If you choose to move your knight to expose your queen because you're roleplaying the knight as "in love with the king" and the knight wants the queen to get murdered, that's cool, but that's not chess; that's a roleplaying activity with chess trappings.
A knight being in love with a king is not “rules based play” even in D&D. There are no rules for it. It’s fiction based play.
 

This makes zero sense to me. I don't need to listen to a 5-year old play the violin, screeching away, so I can then enjoy good playing. I don't need to read a bad novel after I read a good novel, to make sure I don't get numbed to good writing.
That's true, you don't need to go out and listen to the 5 year old first, but you only know what's really good, because you know what bad sounds like. If all you've ever heard were masters of the violin playing, that would be baseline average for you. None of it would be truly special. You wouldn't be able to point to any performance and say, "Now that stood out from the rest."
 

A knight being in love with a king is not “rules based play” even in D&D. There are no rules for it. It’s fiction based play.
Sure, I somewhat agree with that, although the knight being in love with the king could easily be the result of a rule.

But I still disagree that a game entirely bound by resolution processes is more like chess. As long as the gameplay requires a shared narrative space to function, it's at least RPG-adjacent.
 

Thanks. This is helpful, it brings together many of the elements you've mentioned across the thread.

I see how you're linking referee setup, goals, obstacles, consequences, with a broader ideas of running a campaign. What’s not yet clear to me is what you see as the implication of that. What follows from it in terms of how the campaign unfolds?

I've talked a bit about the implications and consequences of how I run living world sandbox campaigns, my own personal take. But rather than focus on mine right now, I’d like to understand your take on what I and others do, what do you see as the consequences of the approaches being described?

And as I’ve said before, this isn’t about emotional investment, it's about advancing the conversation so we can pinpoint where different philosophical foundations lead to different approaches to running tabletop RPGs.

I think that the focus of play as you're describing it is very much the setting. It's about exploration of the setting.
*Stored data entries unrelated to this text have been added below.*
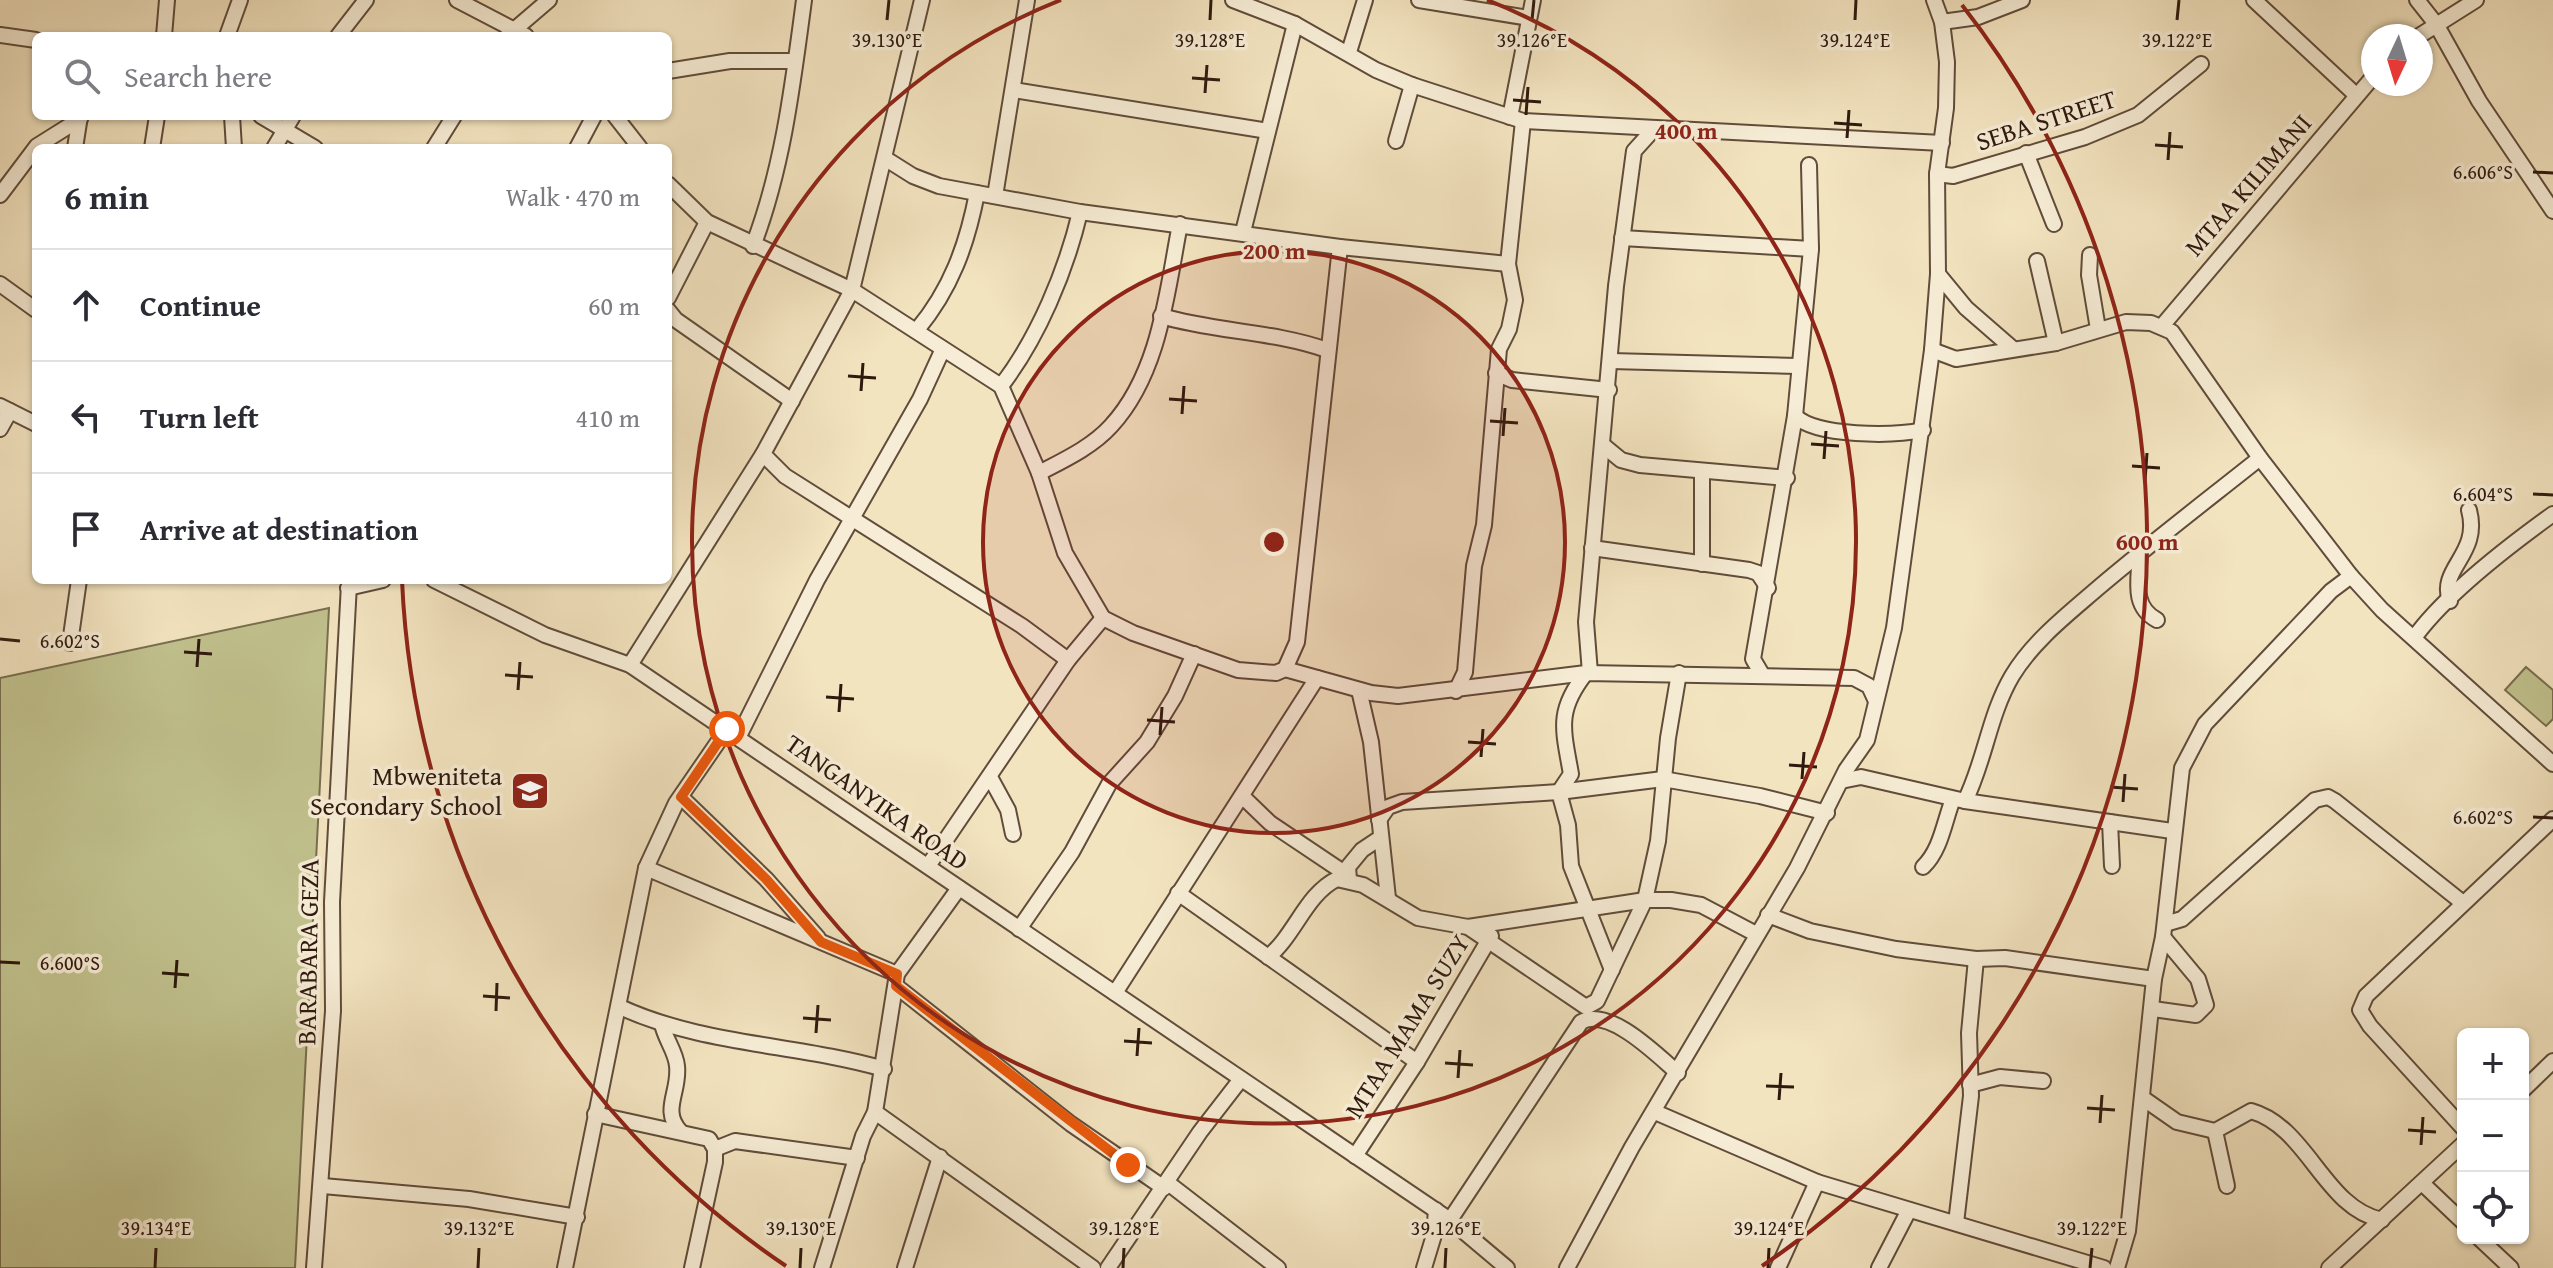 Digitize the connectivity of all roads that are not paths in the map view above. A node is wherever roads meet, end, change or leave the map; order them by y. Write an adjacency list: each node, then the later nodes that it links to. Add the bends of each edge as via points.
1 (167, 0): 23 (street)
2 (240, 0): 24 (street)
3 (366, 0): 25 (street)
4 (457, 0): 26 (street)
5 (549, 0): 27 (street)
6 (804, 0): 31 (street)
7 (922, 0): 64 (street)
8 (1027, 0): 35 (street)
9 (1233, 0): 20 (street)
10 (1365, 0): 30 (street)
11 (1419, 0): 18 (street)
12 (1533, 0): 18 (street)
13 (1934, 0): 19 (street)
14 (2022, 0): 19 (street, via 1978,17)
15 (2254, 0): 37 (street)
16 (2417, 0): 21 (street)
17 (2476, 0): 21 (street)
18 (1529, 18): 38 (street)
19 (1942, 22): 51 (street, via 1947,62)
20 (1295, 24): 30 (street); 49 (street)
21 (2436, 24): 22 (street); 71 (street, via 2479,101)
22 (2433, 26)
23 (164, 32)
24 (228, 32)
25 (341, 32)
26 (514, 32)
27 (517, 32)
28 (0, 35): 29 (street)
29 (32, 39)
30 (1349, 52): 34 (street)
31 (795, 61): 33 (street, via 730,61); 78 (street, via 773,187)
32 (2201, 64): 63 (street, SEBA STREET, via 2149,110 2085,137)
33 (672, 70)
34 (1412, 85): 38 (street); 50 (street)
35 (1014, 90): 49 (street); 70 (street)
36 (2361, 90): 37 (street, MTAA KILIMANI)
37 (2356, 95): 91 (street, MTAA KILIMANI)
38 (1516, 119): 47 (street); 83 (street)
39 (77, 120): 52 (street)
40 (80, 120): 53 (street)
41 (156, 120): 54 (street)
42 (232, 120): 55 (street)
43 (452, 120): 58 (street)
44 (592, 120): 59 (street)
45 (618, 120): 60 (street)
46 (289, 122): 56 (street); 57 (street)
47 (1613, 128): 48 (street); 61 (street)
48 (1653, 130): 51 (street); 61 (street)
49 (1268, 131): 76 (street)
50 (1396, 141)
51 (1942, 143): 66 (street)
52 (40, 144)
53 (76, 144)
54 (153, 144)
55 (234, 144)
56 (276, 144)
57 (311, 144)
58 (436, 144)
59 (579, 144)
60 (637, 144)
61 (1634, 151): 77 (street)
62 (32, 153): 69 (street)
63 (2026, 153): 66 (street, SEBA STREET, via 1953,176); 75 (street)
64 (886, 159): 68 (street, via 913,176); 87 (street, via 875,184)
65 (1809, 165): 80 (street)
66 (1937, 174): 84 (street)
67 (672, 188): 73 (street)
68 (977, 193): 70 (street); 93 (street, via 968,240 954,274)
69 (0, 195)
70 (995, 196): 72 (street)
71 (2553, 211)
72 (1080, 212): 74 (street); 102 (street, via 1067,262 1038,328)
73 (707, 222): 78 (street); 86 (street)
74 (1180, 224): 76 (street); 90 (street)
75 (2054, 224)
76 (1243, 232): 79 (street)
77 (1622, 238): 80 (street); 99 (street)
78 (753, 246): 87 (street)
79 (1340, 247): 83 (street); 96 (street)
80 (1811, 249): 100 (street)
81 (2090, 255): 92 (street)
82 (2037, 261): 94 (street)
83 (1508, 264): 101 (street, via 1515,300)
84 (1938, 274): 95 (street, via 1966,308); 97 (street)
85 (0, 284): 88 (street)
86 (672, 290)
87 (852, 290): 93 (street); 104 (street)
88 (32, 307)
89 (672, 315): 104 (street)
90 (1161, 316): 96 (street, via 1196,326 1267,333); 114 (street, via 1148,364 1119,416 1085,447)
91 (2162, 326): 92 (street, via 2126,322); 112 (street, via 2183,344)
92 (2098, 329): 94 (street)
93 (917, 330): 98 (street)
94 (2056, 343): 95 (street)
95 (2012, 348): 97 (street, via 1956,359)
96 (1327, 350): 137 (street, via 1297,642)
97 (1932, 350): 109 (street)
98 (942, 351): 102 (street); 118 (street)
99 (1611, 361): 100 (street); 103 (street)
100 (1797, 366): 106 (street)
101 (1496, 373): 103 (street, via 1512,380); 133 (street)
102 (1001, 386): 114 (street)
103 (1609, 390): 110 (street)
104 (792, 401): 111 (street)
105 (5, 409): 107 (street); 108 (street)
106 (1795, 416): 109 (street, via 1812,428 1880,434); 115 (street)
107 (32, 422)
108 (0, 429)
109 (1923, 430): 146 (street, via 1894,628)
110 (1604, 446): 113 (street, via 1621,460); 119 (street)
111 (763, 454): 118 (street, via 785,476); 136 (street)
112 (2260, 458): 120 (street); 122 (street)
113 (1702, 471): 115 (street); 121 (street)
114 (1039, 473): 128 (street, via 1065,553)
115 (1787, 478): 126 (street)
116 (2469, 510): 127 (street, via 2471,541 2448,578)
117 (2553, 514): 127 (street, via 2512,543)
118 (852, 521): 135 (street, via 1015,621); 147 (street)
119 (1592, 548): 121 (street); 138 (street)
120 (2140, 552): 129 (street, via 2138,604); 158 (street, via 2024,658 1988,731 1973,785)
121 (1702, 564): 126 (street, via 1758,573)
122 (2351, 576): 130 (street); 164 (street, via 2205,724 2182,768)
123 (78, 584): 131 (street)
124 (360, 584): 217 (street, BARABARA GEZA, via 348,586)
125 (442, 584): 136 (street, TANGANYIKA ROAD, via 545,635)
126 (1768, 588): 134 (street)
127 (2450, 601): 130 (street, via 2434,611)
128 (1103, 618): 132 (street); 135 (street)
129 (2157, 620)
130 (2414, 638): 149 (street)
131 (70, 643)
132 (1194, 654): 137 (street, via 1260,673); 181 (street, via 1147,742 1109,784 1072,852)
133 (1467, 657): 143 (street); 145 (street)
134 (1753, 659): 140 (street); 141 (street)
135 (1068, 660): 150 (street)
136 (630, 665): 147 (street, TANGANYIKA ROAD)
137 (1285, 669): 142 (street)
138 (1588, 673): 139 (street); 143 (street); 155 (street, via 1571,691 1563,713 1571,774)
139 (1679, 673): 140 (street); 152 (street)
140 (1742, 676): 141 (street)
141 (1763, 676): 146 (street, via 1854,678 1869,686)
142 (1317, 678): 144 (street); 156 (street)
143 (1488, 686): 145 (street)
144 (1359, 690): 145 (street, via 1398,696); 154 (street, via 1366,707)
145 (1456, 691)
146 (1875, 699): 148 (street, via 1867,740)
147 (733, 732): 157 (street); 167 (street, TANGANYIKA ROAD)
148 (1854, 760): 151 (street); 153 (street)
149 (2553, 764)
150 (990, 777): 165 (street, via 1008,810); 167 (street)
151 (1861, 777): 153 (street); 158 (street)
152 (1663, 779): 155 (street); 160 (street); 175 (street, via 1658,841)
153 (1841, 781): 160 (street)
154 (1375, 786): 159 (street); 162 (street)
155 (1559, 792): 159 (street); 177 (street, via 1571,866)
156 (1242, 796): 171 (street, via 1270,823); 173 (street)
157 (681, 797): 170 (street); 184 (street, via 766,879)
158 (1959, 800): 163 (street); 169 (street, via 1940,829 1936,854)
159 (1402, 802): 162 (street, via 1388,807)
160 (1827, 813): 178 (street)
161 (2553, 819): 176 (street)
162 (1379, 820): 166 (street)
163 (2110, 822): 164 (street); 168 (street)
164 (2172, 831): 182 (street)
165 (1013, 834)
166 (1380, 838): 171 (street, via 1362,850); 174 (street)
167 (928, 866): 172 (street, TANGANYIKA ROAD)
168 (2112, 866)
169 (1923, 867)
170 (646, 868): 184 (street); 192 (street)
171 (1347, 877): 174 (street); 186 (street, via 1328,883 1297,920 1289,939)
172 (959, 888): 181 (street, TANGANYIKA ROAD); 190 (street)
173 (1178, 893): 186 (street); 191 (street)
174 (1388, 898): 180 (street, via 1418,918)
175 (1645, 900): 177 (street); 183 (street, via 1701,905); 188 (street)
176 (2463, 903): 182 (street, via 2335,801 2322,797); 207 (street, via 2366,996 2360,1010)
177 (1586, 909): 179 (street); 188 (street)
178 (1768, 915): 183 (street); 187 (street, via 1810,931)
179 (1501, 922): 180 (street); 185 (street, MTAA MAMA SUZY)
180 (1468, 927): 185 (street)
181 (1019, 929): 191 (street, TANGANYIKA ROAD)
182 (2164, 931): 189 (street); 193 (street, via 2198,979 2206,1005 2196,1015)
183 (1756, 934): 198 (street)
184 (821, 942): 190 (street)
185 (1486, 943): 188 (street, via 1586,1007 1597,1001); 195 (street, MTAA MAMA SUZY)
186 (1268, 957): 195 (street)
187 (1976, 959): 189 (street, via 2005,958); 201 (street)
188 (1612, 970)
189 (2154, 979): 193 (street)
190 (896, 980): 197 (street); 218 (street, via 1071,1124)
191 (1115, 993): 199 (street, TANGANYIKA ROAD)
192 (620, 1007): 194 (street); 206 (street)
193 (2153, 1009): 203 (street)
194 (662, 1024): 197 (street); 208 (street, via 677,1063 670,1112)
195 (1417, 1062): 212 (street, MTAA MAMA SUZY)
196 (2551, 1068): 202 (street)
197 (884, 1069): 204 (street)
198 (1678, 1073): 205 (street); 224 (street, via 1643,1042 1609,1022 1581,1022)
199 (1241, 1079): 212 (street, TANGANYIKA ROAD); 218 (street)
200 (2043, 1081): 201 (street, via 2000,1077)
201 (1970, 1085): 226 (street)
202 (2529, 1085)
203 (2144, 1099): 209 (street, via 2177,1122); 246 (street, via 2128,1231)
204 (875, 1112): 213 (street); 214 (street)
205 (1655, 1112): 215 (street); 242 (street)
206 (595, 1114): 208 (street); 223 (street)
207 (2457, 1121)
208 (680, 1131): 210 (street, via 709,1139)
209 (2215, 1131): 219 (street); 225 (street, via 2251,1111 2265,1115 2355,1210)
210 (715, 1149): 214 (street, via 735,1141); 235 (street)
211 (2457, 1150): 216 (street)
212 (1355, 1156): 220 (street, TANGANYIKA ROAD)
213 (940, 1157): 237 (street); 238 (street)
214 (857, 1158): 236 (street)
215 (1817, 1182): 221 (street); 243 (street)
216 (2423, 1184): 222 (street); 225 (street)
217 (323, 1186): 223 (street, via 469,1199); 233 (street, BARABARA GEZA)
218 (1166, 1186): 231 (street); 239 (street)
219 (2227, 1186)
220 (1436, 1210): 224 (street, TANGANYIKA ROAD); 240 (street)
221 (1909, 1210): 226 (street); 244 (street)
222 (2457, 1216)
223 (577, 1217): 234 (street)
224 (1450, 1220): 241 (street, TANGANYIKA ROAD)
225 (2382, 1220): 230 (street)
226 (1956, 1223): 228 (street)
227 (2485, 1244): 247 (street)
228 (2039, 1249): 229 (street); 232 (street)
229 (2068, 1259): 232 (street); 245 (street)
230 (2335, 1265)
231 (1272, 1266)
232 (2048, 1267)
233 (314, 1268)
234 (565, 1268)
235 (692, 1268)
236 (822, 1268)
237 (905, 1268)
238 (1093, 1268)
239 (1108, 1268)
240 (1424, 1268)
241 (1507, 1268)
242 (1567, 1268)
243 (1778, 1268)
244 (1879, 1268)
245 (2104, 1268)
246 (2117, 1268)
247 (2511, 1268)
Seeing what cool things are out there and interacting with them.

As the primary author of the setting, this approach would seem to foreground the GM's ideas. They are going to be central to play more than the players ideas may be.
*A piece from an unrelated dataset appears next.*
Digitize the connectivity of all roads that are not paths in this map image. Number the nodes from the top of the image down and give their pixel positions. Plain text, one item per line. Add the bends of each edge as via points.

To me, it seems a matter of "the DM is presenting lore, and wanting the player to choose to be interested in a portion of the lore."
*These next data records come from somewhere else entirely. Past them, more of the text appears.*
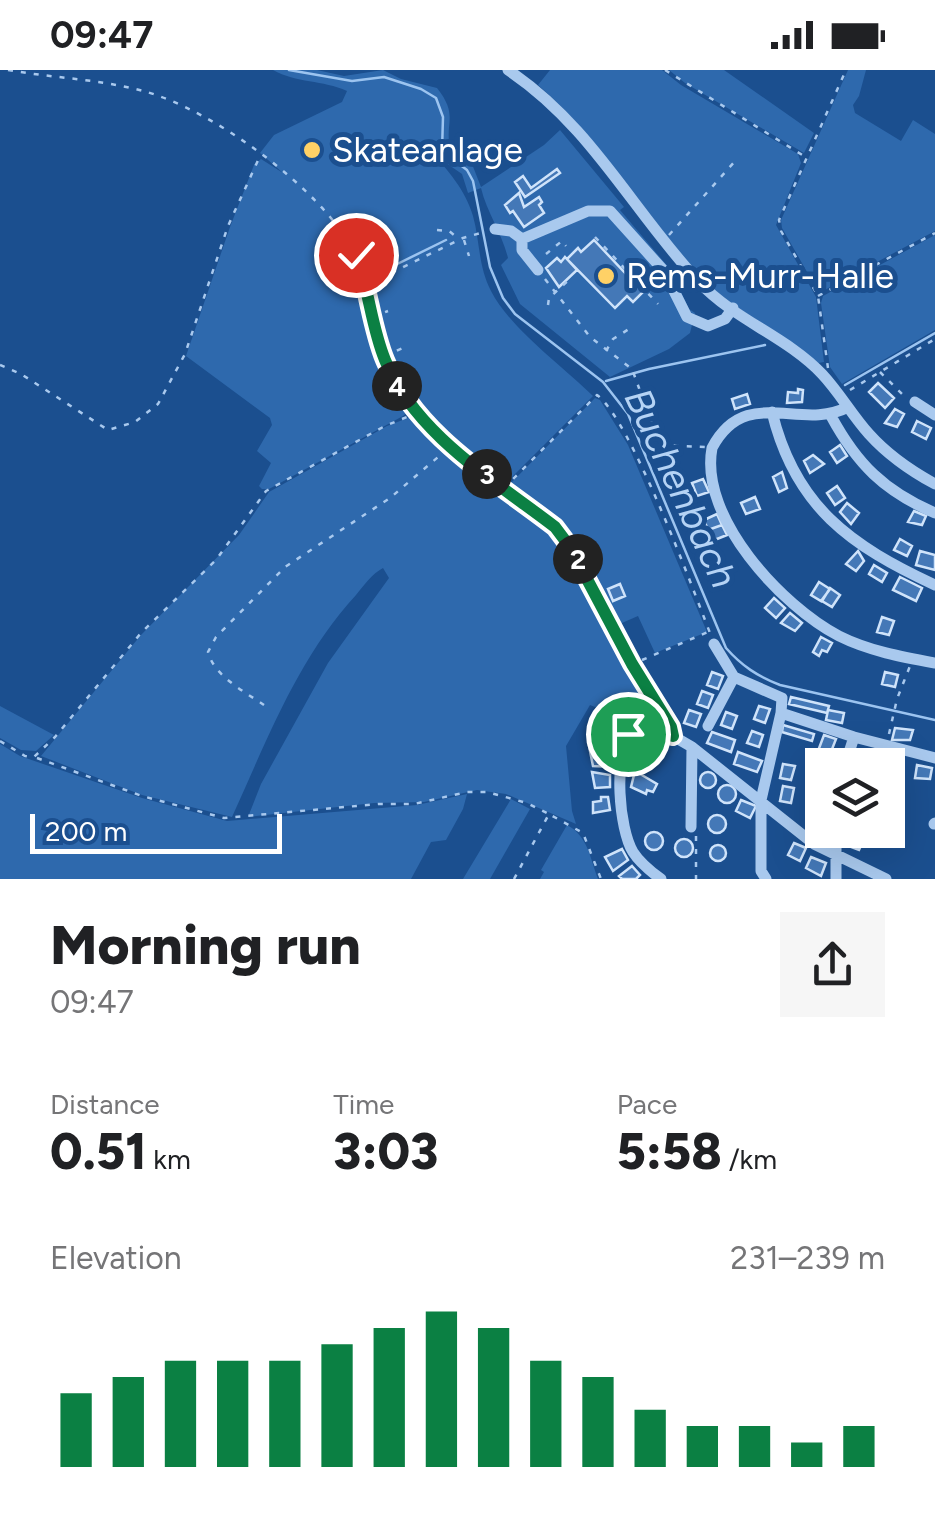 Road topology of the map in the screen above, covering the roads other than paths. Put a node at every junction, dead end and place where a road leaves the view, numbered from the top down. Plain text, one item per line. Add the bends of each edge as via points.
1 (508, 70) edge
2 (495, 229) dead end
3 (522, 239) junction
4 (538, 270) road end
5 (734, 308) junction
6 (844, 401) junction
7 (915, 402) road end
8 (772, 412) junction
9 (935, 415) edge
10 (831, 416) junction
11 (935, 484) edge
12 (935, 513) edge
13 (590, 583) road end
14 (935, 585) edge
15 (712, 638) road end
16 (935, 663) edge
17 (734, 677) junction
18 (782, 713) junction
19 (708, 726) dead end
20 (673, 736) junction
21 (854, 737) junction
22 (692, 747) junction
23 (850, 748) edge
24 (935, 758) edge
25 (762, 800) junction
26 (693, 831) road end
27 (836, 848) edge
28 (836, 857) junction
29 (661, 879) edge
30 (766, 879) edge
31 (836, 879) edge
32 (886, 879) edge

1 - 5 street via 545,97 704,287
2 - 3 street
3 - 4 street via 522,250
3 - 5 street via 588,211 610,211 664,270 687,317 708,326
5 - 6 street via 799,351
6 - 10 street
6 - 11 street via 893,456
7 - 9 street
8 - 10 street
8 - 14 street via 786,455 825,516 876,557
8 - 16 street via 738,419 712,448 722,508 755,565 837,634 866,648
10 - 12 street via 878,480
13 - 20 street
15 - 17 street
17 - 18 street via 782,698
17 - 19 street
18 - 21 street
18 - 25 street
20 - 22 street
20 - 29 street via 633,720 622,758 624,832 643,866
21 - 23 street
21 - 24 street
22 - 25 street
22 - 26 street
25 - 28 street
25 - 30 street
27 - 28 street
28 - 31 street
28 - 32 street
That can work with certain motivated players, but I find it easier to get player buy-in when they invest in the setting.

Absolutely, It's a totally coherent and potentially engaging way to play. I've played my fair share of this kind of game, and run plenty of them as well. I think player investment in the idea is key. If the players actively want to explore the setting... which seems to be the case with @robertsconley and @Bedrockgames ... then it's not really an issue. And that may explain why we're having this gap in our understanding... because to them, the players are getting what they want. They want to have their characters exploring the world that a GM presents to them.

Again, it seems to me very much driven by the GM. The players more indicate to the GM which areas they are curious about and then find out what's available in that area.

Basically anything?

Look, a GM may decide that there's a location at a particular point on a map, but it doesn't mean that they have to actually detail that location at all until--and if--the players go there. The PCs can decide to travel there and then the GM can get them to describe it, or the GM and players can describe it together.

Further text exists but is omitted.